Göçmen Faciası konusunda önemli bir tespit
İZMİR’de meşhurdur.
Halk arasındaki tabirle...
"Oteller Sokağı!"
Gir orda mimli bir kahveye...
Çaycıya yanaş, "Yunanistan’a geçmek istiyorum" de, "Paran var mı" diye sorar, "Var" dersen, seni ilgili "seyahat acentesi"nin "yetkilisi"ne götürür... Yetkili, genellikle, yumurta topuk, elde tespih, nargile fokurdatan bir arkadaştır... "Kaç paran var" der, söylersin, "Olur" der, gece yarısı gelir, seni öbür "turist"lerle birlikte "yükler" kamyonete, Seferihisar-Urla-Karaburun hattında sakin bir koya getirir, parayı tahsil eder, nakit, 10 ila 20 metre ebadında balıkçı teknesi görünümlü "kruvaziyer"e bindirir, "kaptan"a teslim eder.
Biliyor.
Yapabileceği bir şey yok.
İstese, bir gecede toplar hepsini...
Toplarsa, başına bela almış olur!
Çünkü, Türkiye’de konsolosluğu yoksa, yakaladığın "kaçağı" geri gönderemiyorsun... Ne yapıyorsun? "Misafirhane"ye koyuyorsun.
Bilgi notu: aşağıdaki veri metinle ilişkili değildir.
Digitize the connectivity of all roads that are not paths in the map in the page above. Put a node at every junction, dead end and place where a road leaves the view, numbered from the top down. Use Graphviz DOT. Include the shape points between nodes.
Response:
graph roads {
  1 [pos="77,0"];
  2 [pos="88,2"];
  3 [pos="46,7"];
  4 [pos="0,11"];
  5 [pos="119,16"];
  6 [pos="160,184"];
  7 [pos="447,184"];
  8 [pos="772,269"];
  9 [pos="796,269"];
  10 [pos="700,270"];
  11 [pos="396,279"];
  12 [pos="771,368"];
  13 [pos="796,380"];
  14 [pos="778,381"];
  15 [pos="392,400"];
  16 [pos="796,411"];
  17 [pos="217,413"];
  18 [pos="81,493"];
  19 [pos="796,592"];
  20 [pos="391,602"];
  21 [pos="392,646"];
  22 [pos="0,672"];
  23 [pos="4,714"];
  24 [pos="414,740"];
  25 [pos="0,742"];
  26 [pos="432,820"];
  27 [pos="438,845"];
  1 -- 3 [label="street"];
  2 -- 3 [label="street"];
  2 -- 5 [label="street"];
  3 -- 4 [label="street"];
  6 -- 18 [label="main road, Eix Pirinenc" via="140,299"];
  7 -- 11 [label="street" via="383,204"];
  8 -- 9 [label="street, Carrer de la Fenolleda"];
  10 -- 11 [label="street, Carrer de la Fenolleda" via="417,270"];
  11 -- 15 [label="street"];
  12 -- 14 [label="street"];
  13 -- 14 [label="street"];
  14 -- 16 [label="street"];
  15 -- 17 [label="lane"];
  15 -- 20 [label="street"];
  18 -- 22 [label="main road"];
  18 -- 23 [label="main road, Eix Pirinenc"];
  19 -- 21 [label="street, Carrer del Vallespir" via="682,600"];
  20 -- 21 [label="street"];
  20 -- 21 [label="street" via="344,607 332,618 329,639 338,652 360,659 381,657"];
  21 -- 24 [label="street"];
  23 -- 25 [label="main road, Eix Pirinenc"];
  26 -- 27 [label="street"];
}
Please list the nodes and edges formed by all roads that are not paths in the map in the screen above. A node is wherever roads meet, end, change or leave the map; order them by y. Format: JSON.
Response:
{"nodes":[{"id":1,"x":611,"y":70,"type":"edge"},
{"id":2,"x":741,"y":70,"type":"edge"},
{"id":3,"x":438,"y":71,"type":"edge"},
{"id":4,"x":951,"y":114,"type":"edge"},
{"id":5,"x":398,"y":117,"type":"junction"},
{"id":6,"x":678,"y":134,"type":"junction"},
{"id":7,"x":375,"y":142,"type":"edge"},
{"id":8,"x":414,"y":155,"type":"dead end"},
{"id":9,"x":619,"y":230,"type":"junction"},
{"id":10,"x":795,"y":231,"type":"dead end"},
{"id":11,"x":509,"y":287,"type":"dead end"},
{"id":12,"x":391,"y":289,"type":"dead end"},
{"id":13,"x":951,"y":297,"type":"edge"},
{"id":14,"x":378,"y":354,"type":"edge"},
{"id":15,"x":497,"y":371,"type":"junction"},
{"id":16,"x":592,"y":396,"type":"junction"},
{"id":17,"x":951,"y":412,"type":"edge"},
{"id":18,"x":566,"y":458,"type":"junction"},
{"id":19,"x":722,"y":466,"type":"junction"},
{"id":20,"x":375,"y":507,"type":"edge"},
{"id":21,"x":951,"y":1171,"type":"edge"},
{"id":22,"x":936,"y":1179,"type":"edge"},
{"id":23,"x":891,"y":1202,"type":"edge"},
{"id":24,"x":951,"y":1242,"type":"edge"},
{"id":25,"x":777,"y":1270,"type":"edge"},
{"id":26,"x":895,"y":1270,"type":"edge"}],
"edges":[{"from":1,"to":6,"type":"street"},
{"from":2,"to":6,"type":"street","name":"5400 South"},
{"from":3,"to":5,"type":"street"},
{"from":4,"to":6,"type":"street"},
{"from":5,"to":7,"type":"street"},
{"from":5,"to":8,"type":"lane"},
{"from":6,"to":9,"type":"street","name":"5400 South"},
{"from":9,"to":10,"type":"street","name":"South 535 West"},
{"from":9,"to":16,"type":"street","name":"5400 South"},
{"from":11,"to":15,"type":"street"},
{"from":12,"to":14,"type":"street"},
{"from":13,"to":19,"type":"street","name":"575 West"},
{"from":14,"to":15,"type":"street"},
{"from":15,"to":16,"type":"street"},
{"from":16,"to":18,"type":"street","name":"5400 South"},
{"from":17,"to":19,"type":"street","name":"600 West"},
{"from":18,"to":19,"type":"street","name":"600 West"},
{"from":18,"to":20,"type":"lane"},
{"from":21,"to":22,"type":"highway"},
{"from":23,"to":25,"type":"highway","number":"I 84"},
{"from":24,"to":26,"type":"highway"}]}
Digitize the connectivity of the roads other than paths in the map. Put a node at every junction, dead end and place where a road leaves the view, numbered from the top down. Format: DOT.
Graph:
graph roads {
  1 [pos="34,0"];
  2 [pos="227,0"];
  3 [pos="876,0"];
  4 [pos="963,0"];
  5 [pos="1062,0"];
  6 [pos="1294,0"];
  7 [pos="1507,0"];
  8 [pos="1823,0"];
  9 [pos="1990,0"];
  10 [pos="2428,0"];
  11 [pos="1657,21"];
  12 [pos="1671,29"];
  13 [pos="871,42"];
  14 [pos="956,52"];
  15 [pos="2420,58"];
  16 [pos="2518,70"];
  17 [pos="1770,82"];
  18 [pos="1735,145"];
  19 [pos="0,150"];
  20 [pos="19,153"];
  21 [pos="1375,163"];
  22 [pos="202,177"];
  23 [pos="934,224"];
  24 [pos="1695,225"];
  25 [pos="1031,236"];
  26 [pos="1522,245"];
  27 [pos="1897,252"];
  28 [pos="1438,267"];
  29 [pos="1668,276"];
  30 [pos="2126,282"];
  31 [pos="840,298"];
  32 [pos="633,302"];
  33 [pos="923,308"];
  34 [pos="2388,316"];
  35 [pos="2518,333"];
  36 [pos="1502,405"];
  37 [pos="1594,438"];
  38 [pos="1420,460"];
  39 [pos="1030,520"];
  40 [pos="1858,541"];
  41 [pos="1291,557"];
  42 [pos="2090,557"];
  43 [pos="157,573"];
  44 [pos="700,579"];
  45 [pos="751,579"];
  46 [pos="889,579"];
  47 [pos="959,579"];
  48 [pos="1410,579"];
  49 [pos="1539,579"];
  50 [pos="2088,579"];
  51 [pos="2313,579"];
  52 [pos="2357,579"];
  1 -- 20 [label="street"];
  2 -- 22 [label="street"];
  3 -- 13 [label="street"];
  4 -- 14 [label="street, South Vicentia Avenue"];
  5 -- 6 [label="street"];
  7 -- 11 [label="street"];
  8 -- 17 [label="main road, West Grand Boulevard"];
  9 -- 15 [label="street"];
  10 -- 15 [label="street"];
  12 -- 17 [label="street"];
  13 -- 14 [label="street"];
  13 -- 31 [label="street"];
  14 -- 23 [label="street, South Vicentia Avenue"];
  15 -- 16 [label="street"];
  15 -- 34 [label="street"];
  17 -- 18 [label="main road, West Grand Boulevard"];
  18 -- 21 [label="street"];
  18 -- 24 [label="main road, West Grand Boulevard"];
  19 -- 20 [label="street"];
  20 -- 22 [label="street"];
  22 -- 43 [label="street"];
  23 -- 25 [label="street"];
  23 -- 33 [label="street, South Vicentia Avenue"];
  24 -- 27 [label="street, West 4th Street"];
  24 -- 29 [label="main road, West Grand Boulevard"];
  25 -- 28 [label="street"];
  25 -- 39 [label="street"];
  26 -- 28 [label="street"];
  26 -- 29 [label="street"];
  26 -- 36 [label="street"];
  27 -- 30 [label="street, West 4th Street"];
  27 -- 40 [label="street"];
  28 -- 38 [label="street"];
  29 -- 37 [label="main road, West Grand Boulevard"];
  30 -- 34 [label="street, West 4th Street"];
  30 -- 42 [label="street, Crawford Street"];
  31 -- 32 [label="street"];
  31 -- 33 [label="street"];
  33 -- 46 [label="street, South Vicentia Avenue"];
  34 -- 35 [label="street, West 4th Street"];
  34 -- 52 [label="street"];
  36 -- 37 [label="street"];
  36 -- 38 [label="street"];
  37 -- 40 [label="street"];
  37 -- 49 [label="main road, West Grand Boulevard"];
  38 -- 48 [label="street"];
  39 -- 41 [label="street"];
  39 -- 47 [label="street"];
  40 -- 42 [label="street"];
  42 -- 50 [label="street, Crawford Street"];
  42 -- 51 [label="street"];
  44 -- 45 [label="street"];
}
Ne bina yetiyor, ne yatak, ne yemek... Üstelik, misafirhane dediğin, cezaevi değil... Tıktığın adama "çıkman yasak" dersen, "faşist ülke" oluyorsun. Ne yapıyorsun? Koyveriyorsun işin ucunu... Mesela, geçenlerde öldürülen Nijeryalı Festus Okey’in normalde Mersin’deki misafirhanede olması gerekiyordu.
Nerede öldürüldü gariban?
İstanbul’da!
Eli cebinde geziyorlar çünkü.
Parasız, evsiz, pasaportsuz.
E bu şartlarda, ne kadar altın-pırlanta girdiğini, ne kadar bavul dolar girdiğini, ne kadar silah, bomba, uyuşturucu girdiğini tespit etmek mümkün mü? Ya terörist?
Türkiye’nin boğulan mültecilere üzülüyormuş gibi yapmayı bırakıp, "kevgire" dönen sınırlarını kontrol etmesi gerekiyor artık... Vebaldir bu.